Since infectious encephalitis is a life-threatening problem and tuberculosis and HSV are progressing in the developing countries, health authorities, physicians and researchers should address this problem more seriously

1. Background

Encephalitis is a complex, severe neurological dysfunction, defined by the presence of an acute regularly diffuse inflammatory process affecting the central nervous system (CNS). This disease is associated with significant morbidity and mortality (1). Infection-related encephalitis is caused by direct effect of pathogenic infectious agents and autoimmune-mediated encephalitis is possibly caused by vaccination or a recent viral infection (2, 3). In spite of extensive testing on patients, the main etiology remains unknown in about 60% of the cases (4, 5).
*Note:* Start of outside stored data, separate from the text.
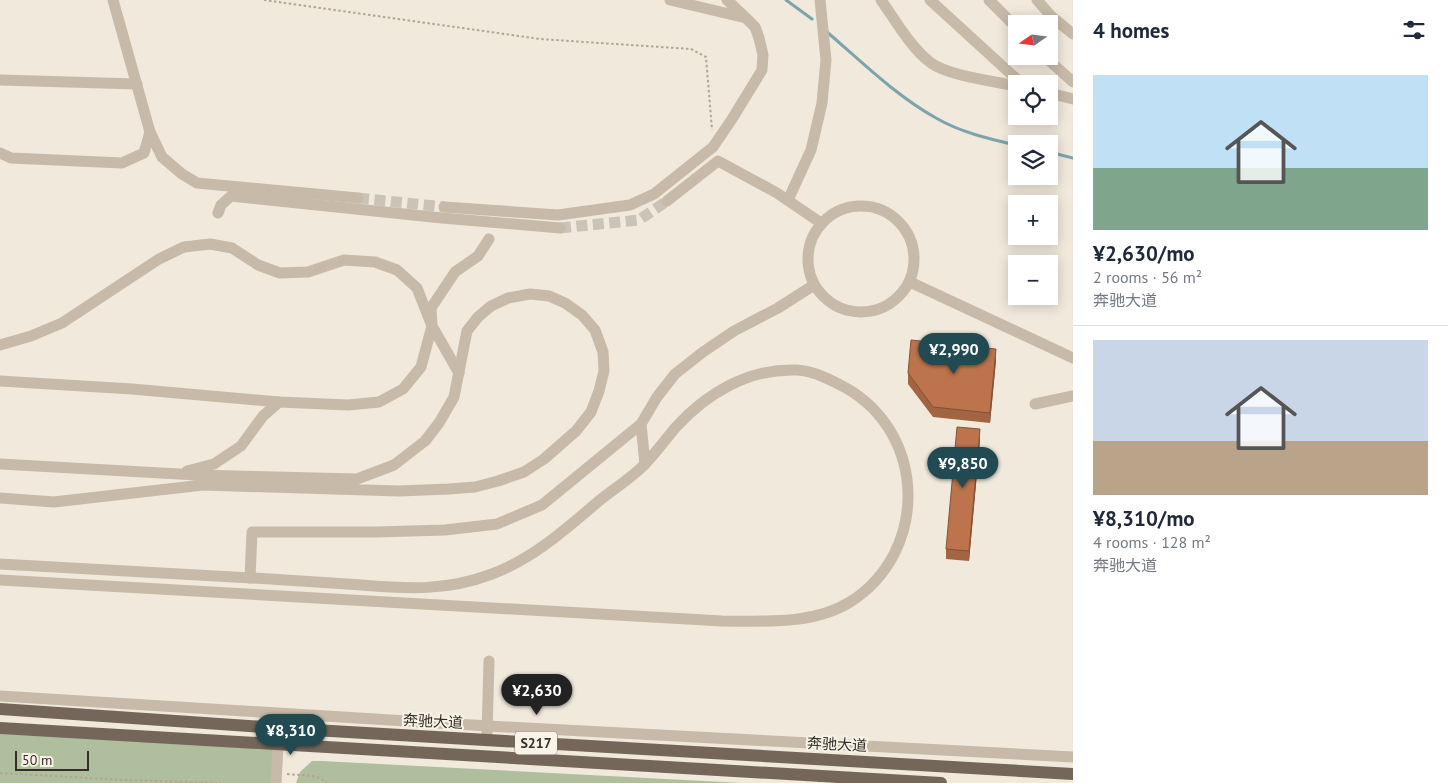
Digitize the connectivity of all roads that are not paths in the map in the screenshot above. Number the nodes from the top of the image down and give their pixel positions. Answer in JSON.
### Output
{"nodes":[{"id":1,"x":114,"y":0,"type":"edge"},
{"id":2,"x":670,"y":0,"type":"edge"},
{"id":3,"x":727,"y":0,"type":"edge"},
{"id":4,"x":820,"y":0,"type":"edge"},
{"id":5,"x":881,"y":0,"type":"edge"},
{"id":6,"x":930,"y":0,"type":"edge"},
{"id":7,"x":989,"y":0,"type":"edge"},
{"id":8,"x":1037,"y":0,"type":"edge"},
{"id":9,"x":746,"y":18,"type":"junction"},
{"id":10,"x":1008,"y":19,"type":"edge"},
{"id":11,"x":1073,"y":34,"type":"edge"},
{"id":12,"x":1054,"y":65,"type":"edge"},
{"id":13,"x":1012,"y":75,"type":"edge"},
{"id":14,"x":0,"y":80,"type":"edge"},
{"id":15,"x":1073,"y":82,"type":"edge"},
{"id":16,"x":137,"y":84,"type":"junction"},
{"id":17,"x":1008,"y":84,"type":"edge"},
{"id":18,"x":1058,"y":95,"type":"edge"},
{"id":19,"x":1073,"y":99,"type":"edge"},
{"id":20,"x":150,"y":132,"type":"junction"},
{"id":21,"x":713,"y":147,"type":"junction"},
{"id":22,"x":0,"y":153,"type":"edge"},
{"id":23,"x":718,"y":161,"type":"junction"},
{"id":24,"x":249,"y":188,"type":"junction"},
{"id":25,"x":231,"y":196,"type":"junction"},
{"id":26,"x":358,"y":198,"type":"tunnel mouth"},
{"id":27,"x":788,"y":200,"type":"junction"},
{"id":28,"x":667,"y":201,"type":"tunnel mouth"},
{"id":29,"x":444,"y":207,"type":"tunnel mouth"},
{"id":30,"x":218,"y":213,"type":"dead end"},
{"id":31,"x":821,"y":223,"type":"junction"},
{"id":32,"x":560,"y":228,"type":"tunnel mouth"},
{"id":33,"x":489,"y":240,"type":"dead end"},
{"id":34,"x":910,"y":282,"type":"junction"},
{"id":35,"x":814,"y":285,"type":"junction"},
{"id":36,"x":432,"y":326,"type":"junction"},
{"id":37,"x":0,"y":345,"type":"edge"},
{"id":38,"x":1073,"y":358,"type":"edge"},
{"id":39,"x":459,"y":373,"type":"junction"},
{"id":40,"x":0,"y":381,"type":"edge"},
{"id":41,"x":1073,"y":396,"type":"edge"},
{"id":42,"x":279,"y":402,"type":"junction"},
{"id":43,"x":1035,"y":404,"type":"dead end"},
{"id":44,"x":641,"y":424,"type":"junction"},
{"id":45,"x":0,"y":464,"type":"edge"},
{"id":46,"x":645,"y":464,"type":"junction"},
{"id":47,"x":177,"y":474,"type":"junction"},
{"id":48,"x":0,"y":498,"type":"edge"},
{"id":49,"x":0,"y":564,"type":"edge"},
{"id":50,"x":250,"y":578,"type":"junction"},
{"id":51,"x":0,"y":580,"type":"edge"},
{"id":52,"x":490,"y":661,"type":"dead end"},
{"id":53,"x":0,"y":696,"type":"edge"},
{"id":54,"x":0,"y":709,"type":"edge"},
{"id":55,"x":394,"y":720,"type":"junction"},
{"id":56,"x":488,"y":726,"type":"junction"},
{"id":57,"x":0,"y":728,"type":"edge"},
{"id":58,"x":279,"y":728,"type":"junction"},
{"id":59,"x":394,"y":735,"type":"junction"},
{"id":60,"x":487,"y":740,"type":"junction"},
{"id":61,"x":278,"y":745,"type":"junction"},
{"id":62,"x":1023,"y":754,"type":"junction"},
{"id":63,"x":1073,"y":757,"type":"edge"},
{"id":64,"x":1022,"y":771,"type":"junction"},
{"id":65,"x":1073,"y":774,"type":"edge"},
{"id":66,"x":277,"y":778,"type":"edge"},
{"id":67,"x":941,"y":783,"type":"edge"}],
"edges":[{"from":1,"to":16,"type":"street"},
{"from":2,"to":9,"type":"street"},
{"from":3,"to":9,"type":"street"},
{"from":4,"to":27,"type":"street"},
{"from":5,"to":17,"type":"street"},
{"from":6,"to":13,"type":"street"},
{"from":7,"to":10,"type":"street"},
{"from":8,"to":11,"type":"street"},
{"from":9,"to":21,"type":"street"},
{"from":12,"to":15,"type":"street"},
{"from":14,"to":16,"type":"street"},
{"from":16,"to":20,"type":"street"},
{"from":18,"to":19,"type":"street"},
{"from":20,"to":22,"type":"street"},
{"from":20,"to":24,"type":"street"},
{"from":21,"to":23,"type":"street"},
{"from":21,"to":29,"type":"street"},
{"from":23,"to":27,"type":"street"},
{"from":23,"to":28,"type":"street"},
{"from":24,"to":25,"type":"street"},
{"from":24,"to":26,"type":"street"},
{"from":25,"to":30,"type":"street"},
{"from":25,"to":32,"type":"street"},
{"from":27,"to":31,"type":"street"},
{"from":31,"to":34,"type":"street"},
{"from":31,"to":35,"type":"street"},
{"from":33,"to":36,"type":"street"},
{"from":34,"to":35,"type":"street"},
{"from":34,"to":38,"type":"street"},
{"from":35,"to":44,"type":"street"},
{"from":36,"to":37,"type":"street"},
{"from":36,"to":39,"type":"street"},
{"from":36,"to":42,"type":"street"},
{"from":39,"to":47,"type":"street"},
{"from":39,"to":48,"type":"street"},
{"from":40,"to":42,"type":"street"},
{"from":41,"to":43,"type":"street"},
{"from":42,"to":47,"type":"street"},
{"from":44,"to":46,"type":"street"},
{"from":44,"to":50,"type":"street"},
{"from":45,"to":47,"type":"street"},
{"from":46,"to":50,"type":"street"},
{"from":46,"to":51,"type":"street"},
{"from":49,"to":50,"type":"street"},
{"from":52,"to":56,"type":"street"},
{"from":53,"to":55,"type":"street"},
{"from":54,"to":58,"type":"main road","name":"奔驰大道","number":"S217"},
{"from":55,"to":56,"type":"street"},
{"from":55,"to":59,"type":"street"},
{"from":56,"to":60,"type":"street"},
{"from":56,"to":62,"type":"street"},
{"from":57,"to":61,"type":"main road","number":"S217"},
{"from":58,"to":59,"type":"main road","name":"奔驰大道","number":"S217"},
{"from":58,"to":61,"type":"street"},
{"from":59,"to":60,"type":"main road","name":"奔驰大道","number":"S217"},
{"from":60,"to":64,"type":"main road","name":"奔驰大道","number":"S217"},
{"from":61,"to":66,"type":"street"},
{"from":61,"to":67,"type":"main road","number":"S217"},
{"from":62,"to":63,"type":"street"},
{"from":62,"to":64,"type":"street"},
{"from":64,"to":65,"type":"main road","name":"奔驰大道","number":"S217"}]}
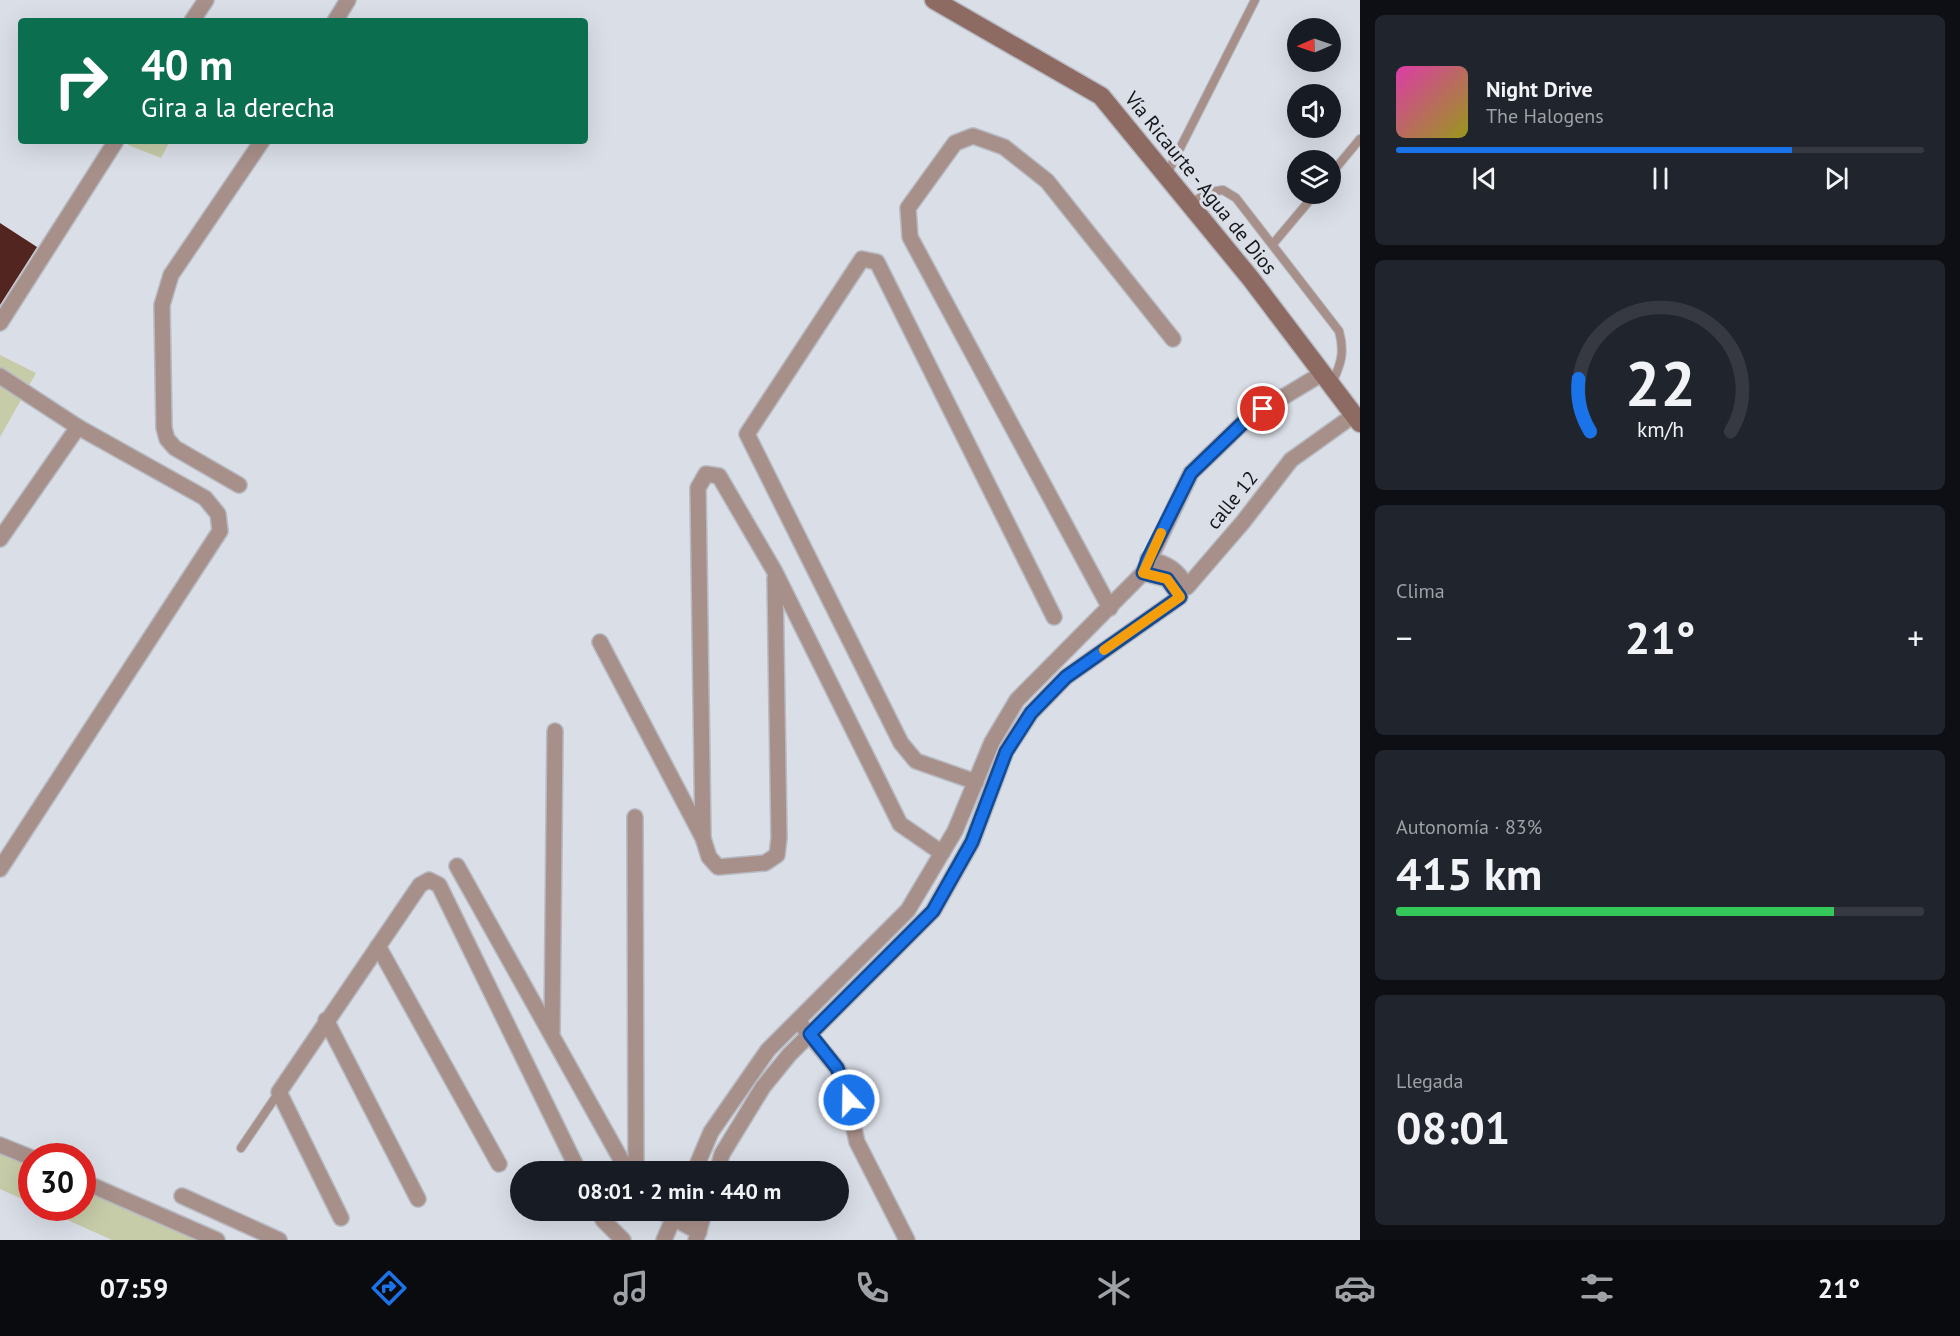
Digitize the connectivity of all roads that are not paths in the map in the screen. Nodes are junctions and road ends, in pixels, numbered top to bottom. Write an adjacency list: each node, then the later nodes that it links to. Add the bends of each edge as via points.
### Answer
1 (206, 0): 5 (street)
2 (348, 0): 6 (street)
3 (934, 0): 11 (street, Vía Ricaurte - Agua de Dios, via 1101,96)
4 (1255, 0): 11 (lane)
5 (194, 18)
6 (337, 18)
7 (1360, 139): 10 (lane)
8 (114, 144): 15 (street)
9 (260, 144): 21 (street, via 171,274 162,305 167,439 175,448)
10 (1341, 162)
11 (1167, 174): 12 (street, Vía Ricaurte - Agua de Dios)
12 (1189, 204): 14 (lane, via 1210,192 1223,190 1236,198); 18 (street, Vía Ricaurte - Agua de Dios)
13 (1307, 204): 14 (lane)
14 (1274, 244): 18 (lane, via 1339,331 1344,348 1341,366)
15 (0, 324)
16 (1173, 339): 25 (street, via 1047,181 1004,147 973,136 955,143 908,208 910,237)
17 (0, 376): 20 (street)
18 (1327, 379): 19 (street, Vía Ricaurte - Agua de Dios); 23 (street, via 1247,419 1191,473)
19 (1357, 419): 23 (street, calle 12, via 1291,460 1187,586 1178,571 1160,561)
20 (78, 428): 22 (street); 38 (street, via 205,498 218,514 220,531)
21 (239, 485)
22 (0, 539)
23 (1146, 566): 25 (street); 30 (street, via 1167,579 1180,597 1066,677 1031,713)
24 (775, 572): 34 (street, via 777,855 765,863 718,867 709,857); 34 (street, via 719,476 706,474 698,488); 36 (street, via 900,824)
25 (1110, 608): 29 (street, via 1017,700)
26 (1054, 617): 31 (street, via 877,262 862,259 747,434 901,743 915,761)
27 (600, 642): 34 (street)
28 (555, 731): 43 (street)
29 (992, 742): 30 (street); 31 (street)
30 (1006, 752): 35 (street)
31 (976, 782): 33 (street)
32 (635, 817): 50 (street)
33 (955, 831): 35 (street); 36 (street)
34 (703, 838)
35 (972, 842): 42 (street, via 933,911)
36 (942, 853): 41 (street, via 908,910)
37 (457, 866): 43 (street)
38 (0, 869)
39 (378, 946): 40 (street); 48 (street, via 420,885 429,880 439,885); 53 (street)
40 (326, 1020): 44 (street); 56 (street)
41 (796, 1020): 42 (street); 51 (street, via 768,1050 711,1132)
42 (810, 1034): 52 (street, via 764,1087); 68 (street, via 843,1080 857,1142)
43 (552, 1035): 49 (street)
44 (279, 1092): 46 (lane); 58 (street)
45 (0, 1145): 47 (street)
46 (241, 1148)
47 (18, 1152)
48 (574, 1161)
49 (622, 1161)
50 (636, 1161)
51 (699, 1161)
52 (720, 1161)
53 (499, 1164)
54 (96, 1187): 64 (street)
55 (182, 1196): 57 (street)
56 (418, 1199)
57 (224, 1214): 64 (street); 65 (street)
58 (341, 1218)
59 (604, 1221): 66 (street)
60 (672, 1221): 67 (street)
61 (682, 1221): 63 (street)
62 (702, 1221): 63 (street)
63 (698, 1236)
64 (215, 1239)
65 (279, 1240)
66 (623, 1240)
67 (664, 1240)
68 (907, 1240)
Herpes simplex encephalitis (HSE) is the most frequent cause of acute encephalitis followed by varicella zoster virus (VZV) and Mycobacterium tuberculosis (6). Herpes simplex encephalitis is a life-threatening consequence (7). The annual incidence rate of HSE is 1 to 2.5 cases per one million population, but 70% of these patients die due to lack of treatment, which can be reduced to 11 - 19% with immediate antiviral (7, 8).

The frequency and distribution of viruses noticeably varies according to geographical region, with large differences seen between Europe, Asia, and the USA (9). A study of over 3,000 CNS infection patients from Finland showed that the most frequently detected virus was VZV (29%) followed by HSV (11%) and influenza A virus (7%) (5, 10). In a study conducted among Middle-eastern patients with encephalitis, HSV-1 DNA was detected in 30% and cytomegalovirus (CMV) and human herpes virus 6 (HHV-6) DNAs were each detected in 3% of patients. Thus, HSV-2 and HHV-7 PCRs were negative (11, 12).

Meningeal tuberculosis is a highly devastating form of tuberculosis and accounts for approximately 1% of all cases of tuberculosis (13, 14). Due to its relative rarity and the diverse nature of the manifestations, CNS tuberculosis remains a vigorous diagnostic challenge (14, 15). To assess the impact of tuberculosis encephalitis and to determine its etiology, large epidemiological studies have been conducted in several countries. A study from Spain showed that CNS tuberculosis accounted for 3.2% of tuberculosis deaths in 1993, a rate that has declined over the past 20 years (16). In a large study in Taiwan between 1997 and 2001, it was reported that 1.5% of tuberculosis deaths were related to CNS involvement (17). A recent study has shown that tuberculosis meningitis should be detected by more accurate techniques with high sensitivity and specificity such as PCR method (18).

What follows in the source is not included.